L'Associazione ha organizzato a Pordenone il convegno "Dove sei Europa – come la Ue ci semplifica la vita". Da Pozzo: "urgente trovare una soluzione". Marchiori: " l'Italia si deve saper scrollare di bosso una burocrazia che, purtroppo, decuplica la burocrazia UE".

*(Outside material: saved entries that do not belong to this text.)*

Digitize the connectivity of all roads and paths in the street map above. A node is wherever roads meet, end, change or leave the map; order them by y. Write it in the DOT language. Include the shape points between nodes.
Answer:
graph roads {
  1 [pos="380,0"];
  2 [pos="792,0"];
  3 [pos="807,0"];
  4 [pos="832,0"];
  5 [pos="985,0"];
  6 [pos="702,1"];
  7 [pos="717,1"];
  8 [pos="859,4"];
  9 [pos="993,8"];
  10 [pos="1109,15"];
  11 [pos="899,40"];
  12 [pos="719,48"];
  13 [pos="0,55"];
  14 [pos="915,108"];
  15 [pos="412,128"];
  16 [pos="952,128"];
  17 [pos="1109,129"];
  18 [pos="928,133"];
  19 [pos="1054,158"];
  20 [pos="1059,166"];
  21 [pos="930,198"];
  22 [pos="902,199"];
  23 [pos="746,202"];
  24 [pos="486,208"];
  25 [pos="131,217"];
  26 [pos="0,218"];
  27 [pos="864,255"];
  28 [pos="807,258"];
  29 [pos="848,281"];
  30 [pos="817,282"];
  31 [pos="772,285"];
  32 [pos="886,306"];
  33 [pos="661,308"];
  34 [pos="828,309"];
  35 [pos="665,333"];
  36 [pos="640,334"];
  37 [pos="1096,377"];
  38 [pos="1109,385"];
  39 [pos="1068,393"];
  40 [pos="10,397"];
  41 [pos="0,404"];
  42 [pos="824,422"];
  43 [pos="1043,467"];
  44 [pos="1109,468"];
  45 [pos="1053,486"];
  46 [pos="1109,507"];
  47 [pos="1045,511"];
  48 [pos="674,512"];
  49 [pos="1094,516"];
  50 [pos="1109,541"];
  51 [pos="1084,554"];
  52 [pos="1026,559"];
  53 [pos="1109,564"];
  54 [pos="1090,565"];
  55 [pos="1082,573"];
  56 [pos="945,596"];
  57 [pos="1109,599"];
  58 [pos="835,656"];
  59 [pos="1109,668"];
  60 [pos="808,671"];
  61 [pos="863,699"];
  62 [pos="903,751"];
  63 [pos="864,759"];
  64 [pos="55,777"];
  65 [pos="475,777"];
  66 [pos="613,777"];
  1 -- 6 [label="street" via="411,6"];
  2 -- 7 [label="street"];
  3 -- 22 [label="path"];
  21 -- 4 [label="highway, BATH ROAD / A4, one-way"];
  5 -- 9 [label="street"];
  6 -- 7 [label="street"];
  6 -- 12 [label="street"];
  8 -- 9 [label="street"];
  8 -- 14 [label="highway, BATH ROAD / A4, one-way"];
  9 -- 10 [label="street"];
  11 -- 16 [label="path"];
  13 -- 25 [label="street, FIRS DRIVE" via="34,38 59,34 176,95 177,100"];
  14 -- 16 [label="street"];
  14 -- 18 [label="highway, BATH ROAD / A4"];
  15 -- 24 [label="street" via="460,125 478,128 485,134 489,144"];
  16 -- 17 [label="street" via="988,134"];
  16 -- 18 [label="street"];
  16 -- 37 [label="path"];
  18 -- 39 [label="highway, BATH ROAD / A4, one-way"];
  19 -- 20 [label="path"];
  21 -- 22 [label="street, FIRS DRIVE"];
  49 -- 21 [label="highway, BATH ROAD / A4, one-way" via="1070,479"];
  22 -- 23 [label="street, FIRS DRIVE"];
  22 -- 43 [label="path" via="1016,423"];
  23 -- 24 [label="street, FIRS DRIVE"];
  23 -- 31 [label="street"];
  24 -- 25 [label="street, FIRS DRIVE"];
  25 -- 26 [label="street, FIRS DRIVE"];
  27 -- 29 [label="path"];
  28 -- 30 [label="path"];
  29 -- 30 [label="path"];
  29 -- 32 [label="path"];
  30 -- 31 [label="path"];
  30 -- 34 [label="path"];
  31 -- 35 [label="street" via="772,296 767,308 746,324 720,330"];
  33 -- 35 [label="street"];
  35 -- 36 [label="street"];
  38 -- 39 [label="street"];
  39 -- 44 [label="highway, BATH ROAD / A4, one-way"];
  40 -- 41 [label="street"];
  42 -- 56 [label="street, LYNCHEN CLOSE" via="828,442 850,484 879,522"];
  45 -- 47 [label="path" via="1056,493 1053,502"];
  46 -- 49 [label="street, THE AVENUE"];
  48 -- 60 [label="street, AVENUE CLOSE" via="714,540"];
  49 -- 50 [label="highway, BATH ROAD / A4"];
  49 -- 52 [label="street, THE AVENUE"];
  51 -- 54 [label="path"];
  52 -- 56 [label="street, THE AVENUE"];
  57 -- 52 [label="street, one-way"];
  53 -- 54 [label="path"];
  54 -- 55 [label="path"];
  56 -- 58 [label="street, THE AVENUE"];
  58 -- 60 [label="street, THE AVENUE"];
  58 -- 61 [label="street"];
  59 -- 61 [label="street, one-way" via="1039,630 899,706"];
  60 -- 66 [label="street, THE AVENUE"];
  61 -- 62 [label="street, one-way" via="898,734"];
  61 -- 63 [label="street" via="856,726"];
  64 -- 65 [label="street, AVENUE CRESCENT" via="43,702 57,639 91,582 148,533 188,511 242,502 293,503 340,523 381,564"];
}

Utilizzare meglio di quanto accaduto finora i fondi comunitari. Confcommercio Friuli Venezia Giulia, in occasione del convegno "Dove sei Europa – come la Ue ci semplifica la vita", organizzato a Pordenone nella sede di Palazzo Montereale Mantica, ha lanciato alle istituzioni nazionali e regionali l'appello, spiega il presidente regionale Giovanni Da Pozzo, "a non perdere l'occasione, in una fase di perdurante stallo delle risorse pubbliche, di mettere in circolo i finanziamenti che arrivano dall'Unione europea. Certamente l'Europa rimane un'incognita – ha aggiunto – e a sua volta deve liberarsi dei vincoli del passato a riuscire a trovare una sintesi più virtuosa tra Paesi con caratteristiche e prospettive di sviluppo molto diverse tra loro. Ma la questione dell'utilizzo dei fondi rimane aperta. I dati che indicano anche nel territorio italiano una gestione a macchia di leopardo tra Nord e Sud confermano l'urgenza di trovare una soluzione". Anche Alberto Marchiori, presidente di Confcommercio Pordenone e delegato dalla Confederazione nazionale alle Politiche comunitarie, fa emergere la criticità: "siamo per un'Europa unita che deve cambiare e migliorare. Ma siamo anche altrettanto determinati ad affermare che l'Italia si deve saper scrollare di bosso una burocrazia che, purtroppo, decuplica la burocrazia Ue. Con il risultato di allontanare imprenditori e cittadini e far loro scaricare le responsabilità solo sull'organismo comunitario". La proposta di Confcommercio Fvg? "Siamo stati superati perfino dagli ultimi arrivati, pure sui fronti del riuscire a fare lobby e di saper creare strategie trasversali con gli altri Stati, un lavoro da tradurre poi in direttive comunitarie. Materia che la politica italiana come anche le rappresentanze imprenditoriali continuano colpevolmente a trascurare. Le richieste al rinnovato europarlamento? Maggiore unificazione dell'Europa, un nuovo sistema bancario, revisione del patto di Dublino. Bisogna inoltre ridare respiro all'economia con politiche che non favoriscano, al contrario, la recessione".